Department of Economic Opportunity officials wrote that they would not hire Deloitte again, but the team members on the Medicaid project gave that negative review little weight. They said the department’s recommendation was “vague” and that the people who gave it weren’t around during the disastrous 2013 launch of CONNECT.
“It’s like you’re looking at a few trees in the forest here and not really the whole picture,” said Mike Magnuson, an agency director overseeing the Medicaid data project. “And we don’t — it’s just hard to glean a lot of information from this.”
The team members members also wrestled with the idea of whether CONNECT’s failures would matter in their choice between Deloitte and Accenture. On the one hand, unemployment systems across the nation were crushed by pandemic-related claims, although Florida’s experience was worse than most.
On the other hand, committee members noted that Deloitte was unusually defensive in news stories about CONNECT, admitting no wrong and stating that they had nothing to do with it for five years.
“Is their posture really, hey, there’s nothing we could have done about this?” asked Damon Rich, a bureau chief for the agency. “To me, that would influence me.”
The committee members subsequently voted not to ask. Committee members could have asked Deloitte and the department for more information, and they they could have also asked CONNECT’s project manager for more information.
That manager of the CONNECT project was Tom McCullion, who in 2010 had a hand in choosing Deloitte. In 2019, the Agency for Health Care Administration had hired McCullion at $155 an hour to advise the agency on its overall Medicaid data project, of which choosing a contractor was a major part.
One of the selection team members wondered whether CONNECT’s contract and project managers would talk about it. But those people were “no longer available for comment,” said the state’s procurement director, Crystal Demott. McCullion, who left the agency four months earlier, was not mentioned.
Selection team members also said their counterparts at the Department of Economic Opportunity shouldered some of the blame for CONNECT’s failings.
“If they were performing that badly, that’s — I mean, that’s also a contract management function,” Riddle said.
“It’s only as good as what (the Department of Economic Opportunity) asked for,” said Nikole Helvey, a bureau chief for the agency.
“It almost feels like a project manager issue, if anything,” French said. “I think if there are any issues with this (CONNECT) project, it was probably at a higher level.”

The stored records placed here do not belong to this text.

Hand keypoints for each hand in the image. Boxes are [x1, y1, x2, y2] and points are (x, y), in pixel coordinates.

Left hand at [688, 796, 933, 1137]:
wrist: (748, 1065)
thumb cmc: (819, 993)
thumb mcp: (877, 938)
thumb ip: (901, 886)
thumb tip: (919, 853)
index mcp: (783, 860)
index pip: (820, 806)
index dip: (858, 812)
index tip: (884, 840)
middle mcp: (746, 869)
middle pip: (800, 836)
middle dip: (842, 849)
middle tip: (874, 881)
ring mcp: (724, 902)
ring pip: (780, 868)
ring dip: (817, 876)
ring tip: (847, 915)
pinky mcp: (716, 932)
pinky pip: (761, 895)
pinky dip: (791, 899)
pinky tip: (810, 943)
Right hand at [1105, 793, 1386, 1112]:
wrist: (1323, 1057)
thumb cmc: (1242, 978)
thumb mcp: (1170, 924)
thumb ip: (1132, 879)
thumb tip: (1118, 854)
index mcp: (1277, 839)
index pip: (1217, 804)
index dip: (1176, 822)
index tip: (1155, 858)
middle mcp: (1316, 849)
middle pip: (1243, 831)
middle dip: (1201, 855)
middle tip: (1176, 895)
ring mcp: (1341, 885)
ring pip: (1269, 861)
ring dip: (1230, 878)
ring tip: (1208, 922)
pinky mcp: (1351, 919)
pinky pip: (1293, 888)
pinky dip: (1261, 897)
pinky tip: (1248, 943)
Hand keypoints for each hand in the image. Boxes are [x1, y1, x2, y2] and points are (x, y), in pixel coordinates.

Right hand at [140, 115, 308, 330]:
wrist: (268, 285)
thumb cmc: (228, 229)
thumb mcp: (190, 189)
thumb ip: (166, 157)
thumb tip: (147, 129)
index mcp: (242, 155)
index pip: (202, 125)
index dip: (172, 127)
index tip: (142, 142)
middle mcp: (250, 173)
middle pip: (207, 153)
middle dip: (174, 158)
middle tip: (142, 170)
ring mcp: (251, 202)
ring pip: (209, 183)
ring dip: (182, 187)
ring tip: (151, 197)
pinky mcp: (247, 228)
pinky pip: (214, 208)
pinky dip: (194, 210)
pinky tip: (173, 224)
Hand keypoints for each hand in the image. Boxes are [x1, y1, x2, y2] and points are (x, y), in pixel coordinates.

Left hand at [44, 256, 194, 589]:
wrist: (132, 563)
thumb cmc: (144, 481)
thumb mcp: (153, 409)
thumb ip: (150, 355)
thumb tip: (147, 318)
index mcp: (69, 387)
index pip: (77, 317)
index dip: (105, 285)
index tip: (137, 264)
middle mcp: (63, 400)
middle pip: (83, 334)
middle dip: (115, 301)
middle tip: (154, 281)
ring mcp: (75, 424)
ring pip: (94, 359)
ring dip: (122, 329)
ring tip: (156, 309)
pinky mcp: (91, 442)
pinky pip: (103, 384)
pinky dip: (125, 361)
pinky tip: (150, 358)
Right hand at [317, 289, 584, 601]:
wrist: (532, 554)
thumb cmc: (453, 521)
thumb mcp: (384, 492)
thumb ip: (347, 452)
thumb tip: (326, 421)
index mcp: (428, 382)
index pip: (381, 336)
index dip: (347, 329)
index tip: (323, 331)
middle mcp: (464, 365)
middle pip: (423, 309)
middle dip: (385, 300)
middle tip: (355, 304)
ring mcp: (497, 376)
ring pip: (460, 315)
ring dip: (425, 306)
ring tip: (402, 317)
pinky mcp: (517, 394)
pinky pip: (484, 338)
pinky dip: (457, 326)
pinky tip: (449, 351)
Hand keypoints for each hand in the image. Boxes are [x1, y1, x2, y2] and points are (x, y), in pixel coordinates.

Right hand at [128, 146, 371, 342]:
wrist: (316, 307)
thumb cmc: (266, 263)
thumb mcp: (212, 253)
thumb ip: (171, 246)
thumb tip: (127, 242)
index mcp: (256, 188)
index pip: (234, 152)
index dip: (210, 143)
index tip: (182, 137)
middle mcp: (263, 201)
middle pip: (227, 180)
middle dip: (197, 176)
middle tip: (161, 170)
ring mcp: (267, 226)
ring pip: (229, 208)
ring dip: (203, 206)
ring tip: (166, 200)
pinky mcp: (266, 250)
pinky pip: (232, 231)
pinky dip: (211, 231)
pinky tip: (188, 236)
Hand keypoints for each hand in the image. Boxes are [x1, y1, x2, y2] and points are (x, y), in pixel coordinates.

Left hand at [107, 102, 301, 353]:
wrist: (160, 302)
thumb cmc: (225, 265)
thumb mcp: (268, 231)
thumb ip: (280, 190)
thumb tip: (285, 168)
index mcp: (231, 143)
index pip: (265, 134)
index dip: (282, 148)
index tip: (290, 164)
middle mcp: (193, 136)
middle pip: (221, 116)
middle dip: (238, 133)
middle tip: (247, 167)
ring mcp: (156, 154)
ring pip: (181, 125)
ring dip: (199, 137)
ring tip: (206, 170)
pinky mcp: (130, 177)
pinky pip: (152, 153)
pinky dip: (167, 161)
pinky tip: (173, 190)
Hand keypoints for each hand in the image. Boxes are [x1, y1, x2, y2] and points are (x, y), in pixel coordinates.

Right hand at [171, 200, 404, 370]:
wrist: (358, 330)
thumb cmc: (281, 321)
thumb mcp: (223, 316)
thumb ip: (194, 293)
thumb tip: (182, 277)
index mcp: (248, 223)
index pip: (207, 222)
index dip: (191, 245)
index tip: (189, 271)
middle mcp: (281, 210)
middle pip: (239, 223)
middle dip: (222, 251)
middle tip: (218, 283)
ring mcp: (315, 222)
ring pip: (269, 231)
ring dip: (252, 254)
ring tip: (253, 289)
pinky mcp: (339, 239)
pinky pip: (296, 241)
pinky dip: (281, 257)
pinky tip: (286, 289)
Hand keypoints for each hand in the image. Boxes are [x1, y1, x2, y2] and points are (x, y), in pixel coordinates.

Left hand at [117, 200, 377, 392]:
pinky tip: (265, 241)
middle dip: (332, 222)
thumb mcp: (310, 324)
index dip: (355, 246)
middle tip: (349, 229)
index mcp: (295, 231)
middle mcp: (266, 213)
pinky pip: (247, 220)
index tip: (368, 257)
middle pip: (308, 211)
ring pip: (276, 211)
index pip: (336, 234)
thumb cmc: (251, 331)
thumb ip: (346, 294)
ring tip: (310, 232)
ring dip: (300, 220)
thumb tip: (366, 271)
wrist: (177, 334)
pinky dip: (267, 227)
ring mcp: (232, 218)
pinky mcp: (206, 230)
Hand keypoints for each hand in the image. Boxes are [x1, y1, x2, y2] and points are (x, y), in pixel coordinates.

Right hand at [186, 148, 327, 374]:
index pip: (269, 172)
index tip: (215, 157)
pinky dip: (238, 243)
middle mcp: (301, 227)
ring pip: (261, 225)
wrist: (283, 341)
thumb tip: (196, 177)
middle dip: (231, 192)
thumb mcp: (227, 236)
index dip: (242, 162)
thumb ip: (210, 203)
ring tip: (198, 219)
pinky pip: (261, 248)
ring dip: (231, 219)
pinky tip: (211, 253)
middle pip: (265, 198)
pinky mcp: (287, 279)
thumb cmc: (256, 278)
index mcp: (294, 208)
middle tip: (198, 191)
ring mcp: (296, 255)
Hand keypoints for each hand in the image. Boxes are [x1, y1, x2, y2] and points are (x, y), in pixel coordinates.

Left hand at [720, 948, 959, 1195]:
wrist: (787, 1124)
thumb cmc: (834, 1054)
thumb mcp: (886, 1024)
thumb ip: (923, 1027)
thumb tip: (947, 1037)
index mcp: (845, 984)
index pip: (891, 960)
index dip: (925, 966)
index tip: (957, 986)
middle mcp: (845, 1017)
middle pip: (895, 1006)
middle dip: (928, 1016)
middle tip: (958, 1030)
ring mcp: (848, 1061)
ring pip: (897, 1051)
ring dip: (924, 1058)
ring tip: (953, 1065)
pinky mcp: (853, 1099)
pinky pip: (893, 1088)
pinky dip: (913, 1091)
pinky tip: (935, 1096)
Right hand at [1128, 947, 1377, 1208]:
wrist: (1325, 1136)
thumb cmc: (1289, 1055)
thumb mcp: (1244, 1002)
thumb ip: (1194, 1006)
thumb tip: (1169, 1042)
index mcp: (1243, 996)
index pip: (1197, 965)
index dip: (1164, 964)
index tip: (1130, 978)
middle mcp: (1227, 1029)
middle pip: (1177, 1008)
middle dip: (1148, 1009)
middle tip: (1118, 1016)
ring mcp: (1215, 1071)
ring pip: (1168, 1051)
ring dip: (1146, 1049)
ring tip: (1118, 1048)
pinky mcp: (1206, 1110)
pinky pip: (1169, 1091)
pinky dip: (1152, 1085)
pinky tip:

Left unmentioned during the meeting was that state auditors flagged persistent problems with CONNECT in three separate audits, years after Deloitte left the project. Neither the DeSantis nor Gov. Rick Scott administrations fixed the problems.
Deloitte was penalized $8 million for its performance on CONNECT, but it wasn’t mentioned in the company’s bid for the Medicaid project, according to the meeting transcripts.
The other finalist for the Medicaid project, Accenture, had positive remarks from two Florida agencies, but one of those agencies was close to penalizing the company for its performance, one of the team members said. Accenture corrected itself before the department handed down any penalties.
Team members said penalties and performance problems were almost a part of doing business with big contractors.
“There aren’t many people in this industry that haven’t been on a project that’s failed in some level or another,” said Matt Kline, an agency administrator. “You know, those can kind of be some of the best lessons, too.”